CSIRO, the Commonwealth Scientific and Industrial Research Organisation

World experts to tackle infectious disease threats


The concept of ‘One Health’ is a global strategy for expanding interdisciplinary collaborations and communications in all aspects of health care for animals, humans and the environment.

The Chair of the Congress’ organising committee, Director of CSIRO’s Australian Animal Health Laboratory Dr Martyn Jeggo, said the three-day conference provides a forum where the world’s best can debate issues critical to the fight against the threat of new diseases.

“Scientists have identified 75 per cent of emerging infectious diseases are zoonotic – meaning they can spread from animals to people,” Dr Jeggo said.

“In recent years the world has witnessed the emergence of such diseases, including the SARS bird flu and Hendra virus. These events have heightened public awareness of the multidimensional linkages between wild animals, livestock production, the environment and global public health.

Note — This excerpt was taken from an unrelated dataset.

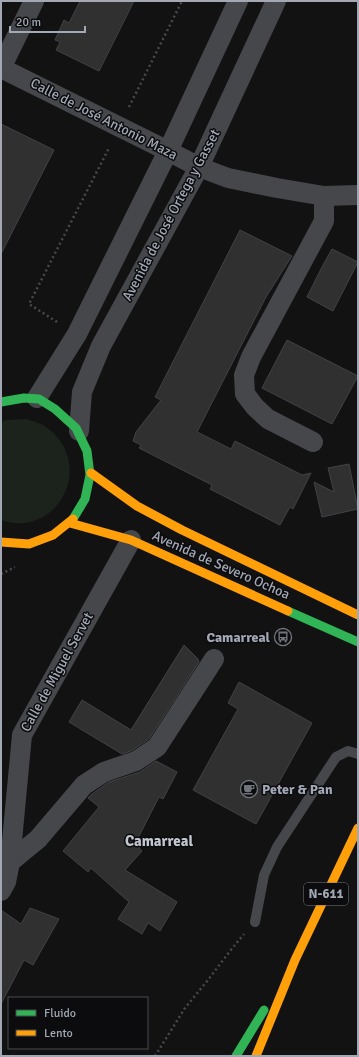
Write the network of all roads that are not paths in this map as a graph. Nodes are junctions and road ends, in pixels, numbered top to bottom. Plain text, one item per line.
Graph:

“Through cooperation and partnerships we can assist in predicting and responding to outbreaks with greater certainty and speed. This Congress and the ‘One Health’ strategy are important steps toward establishing a more unified approach to global health.

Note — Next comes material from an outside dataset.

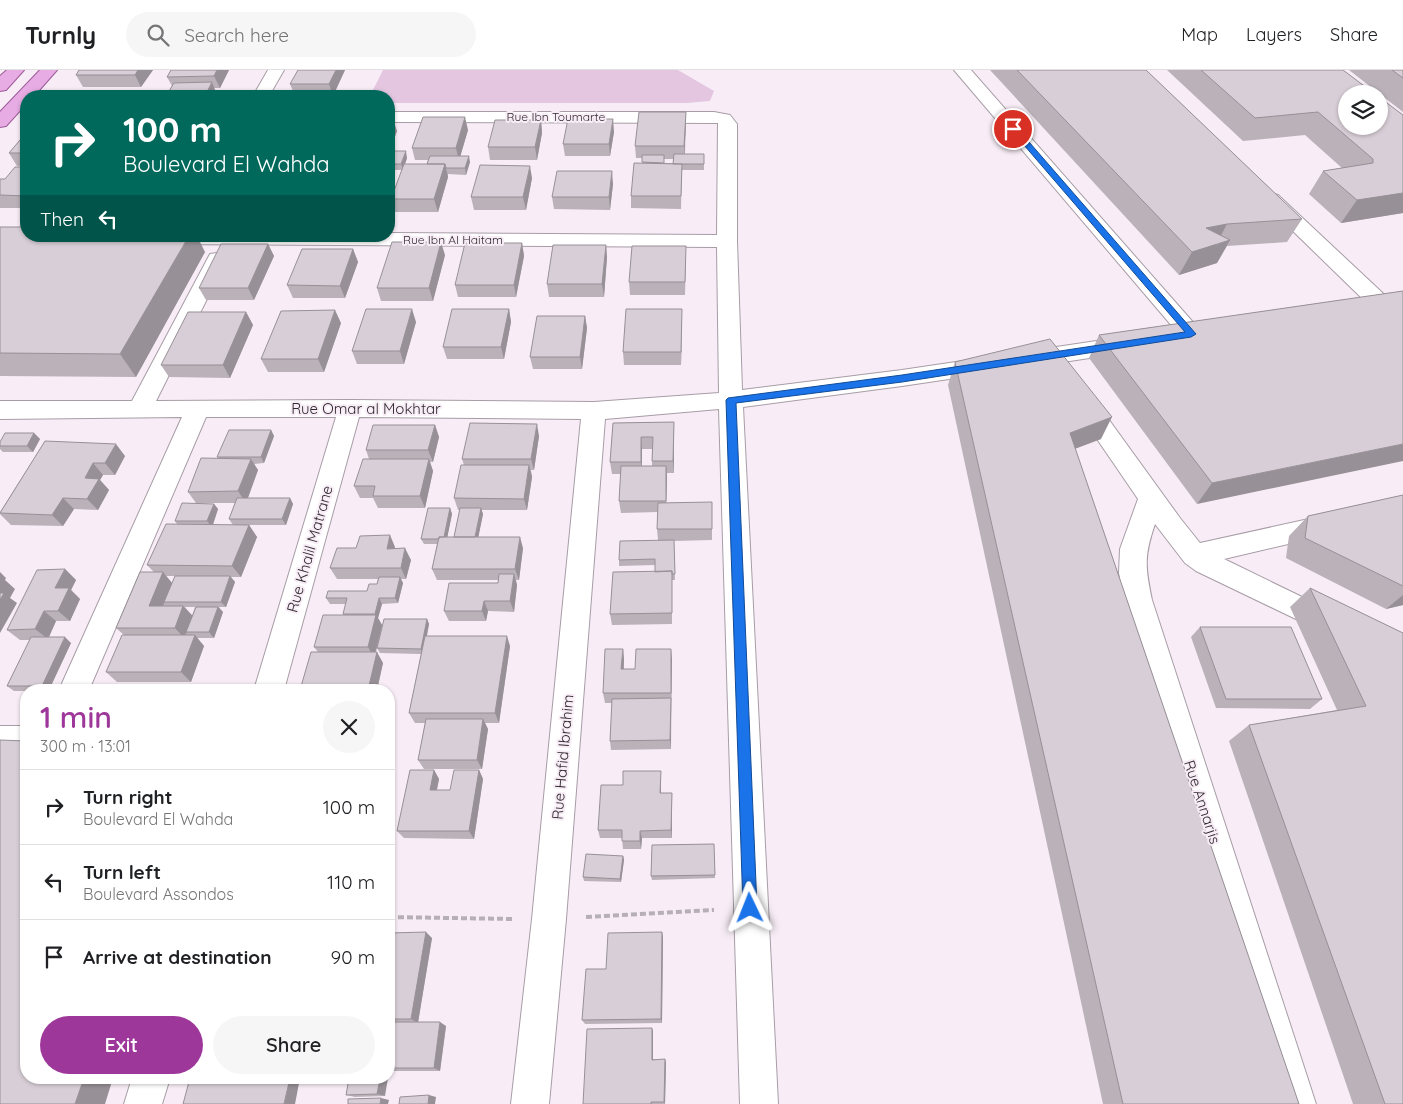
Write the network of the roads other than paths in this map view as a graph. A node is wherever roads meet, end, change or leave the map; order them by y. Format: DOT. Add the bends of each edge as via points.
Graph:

“The Congress also provides CSIRO and others in Australia with a unique opportunity to demonstrate expertise and capabilities, on a world scale, in biosecurity and all areas of One Health,” Dr Jeggo said.

Dr Jeggo will address delegates at various times during the Congress.  Other prominent speakers include: Nobel Prize Laureate, Professor Peter Doherty, Australia's Chief Medical Officer Professor Jim Bishop, World Health Organization (WHO) representative Dr Pierre Formenty and CSIRO’s Senior Research Dietitian Dr Manny Noakes.

CSIRO is an integral player within the One Health arena, with world class animal bioscience, environmental management, agricultural sustainability and climate change research.